Monday, March 9, 2009

Original Beans - Cru Virunga

Holy crap, I just spent $15 on one chocolate bar. Actually....$30 on two bars but I am only going to discuss one of them now. I am only half way through the other and refuse to rush something so delightful. Yeah, it's good.

Original beans packages their chocolate in some of the most beautiful packaging in the chocolate industry and promises to plant a cocoa tree for each bar sold. You can go to originalbeans.com and use the code from my bar to see my tree (2S30E.) I have always liked the idea of paying more money for chocolate (I'm not kidding) because economics dictates that if people pay more for something suppliers will likely produce more. This company does not let greedy capitalists decide on supply and demand....they just plant a tree which is good too. One of the worst parts about chocolate industry is the part about farmers not getting their fair share due to warlords and screwed up governments (especially in the Ivory Coast and Ghana.)

I was honestly worried about what I consider "charity chocolate." I was concerned that the makers may have been more concerned about their cause than excellent chocolate.

I was pleasently surprised. The bar was well done and left me wanting more. While the bean from the Congo were probably not the most exotic in the world it felt like they were treated with great care. The chocolate had a shiny finish with a clean break. A gentle bitterness and very slow, smooth melt endured the entire time the chocolate was in my mouth. Quick flashes of cooked red wine and mild citrus came and went but what was most interesting was an aftertaste that will sound worse than it actually was. About 20 minutes after eating a piece of this bar I found myself wondering if I had recently eaten Mexican cuisine. The aftertaste of cumin was slight but noticable. I love the complexity of chocolate.

Valrhona - Chuao 2002

My expectations were high as I opened up what might be my last Valrhona Chuao bar ever. I have tasted the bar on many different occasions and usually include it in a dark chocolate tasting because of its unique flavor profile.

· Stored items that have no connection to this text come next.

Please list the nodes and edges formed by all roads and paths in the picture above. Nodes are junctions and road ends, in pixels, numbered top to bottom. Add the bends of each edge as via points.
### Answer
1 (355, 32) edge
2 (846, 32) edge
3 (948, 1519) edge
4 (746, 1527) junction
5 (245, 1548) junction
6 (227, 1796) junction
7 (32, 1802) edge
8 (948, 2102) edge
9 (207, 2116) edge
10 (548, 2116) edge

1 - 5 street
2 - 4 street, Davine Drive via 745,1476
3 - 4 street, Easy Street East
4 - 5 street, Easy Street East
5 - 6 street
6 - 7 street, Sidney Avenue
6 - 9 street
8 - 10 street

Chuao cocoa beans come from a small village in Venezuela only accessible by river (or sea if you believe the back of the old Valrhona box.) I am tasting a bar from 2002 because the entire cocoa supply from Chuao has been cornered by Amedei, the Italian chocolate maker born from Valrhona's snootiness. The story goes that the founders of Amedei were originally in the baking supply business in Italy when they approached Valrhona. They wanted to bring the beauty of Valrhona chocolate into Italy for the first time....but were turned away having been told that Italians would not appreciate such fine chocolate. So the Italians returned home, set up a chocolate manufacturing facility, and out bid Valrhona for one of the most unique chocolates in the world, Chuao.

So this may be my last Valrhona Chuao bar ever, and I was disapointed. The spicy glory that made this bar one of the most unique I had ever tasted was gone. I am guessing that age is finally taking its toll on this bar. Though the bar was still in perfect temper and showed a shiny lustor, the intricacies were gone. A slight hint of orange cream was all that appeared for a moment only to fade quickly into general chocolate malase.

I used the word "malase" and so must end this post immediately.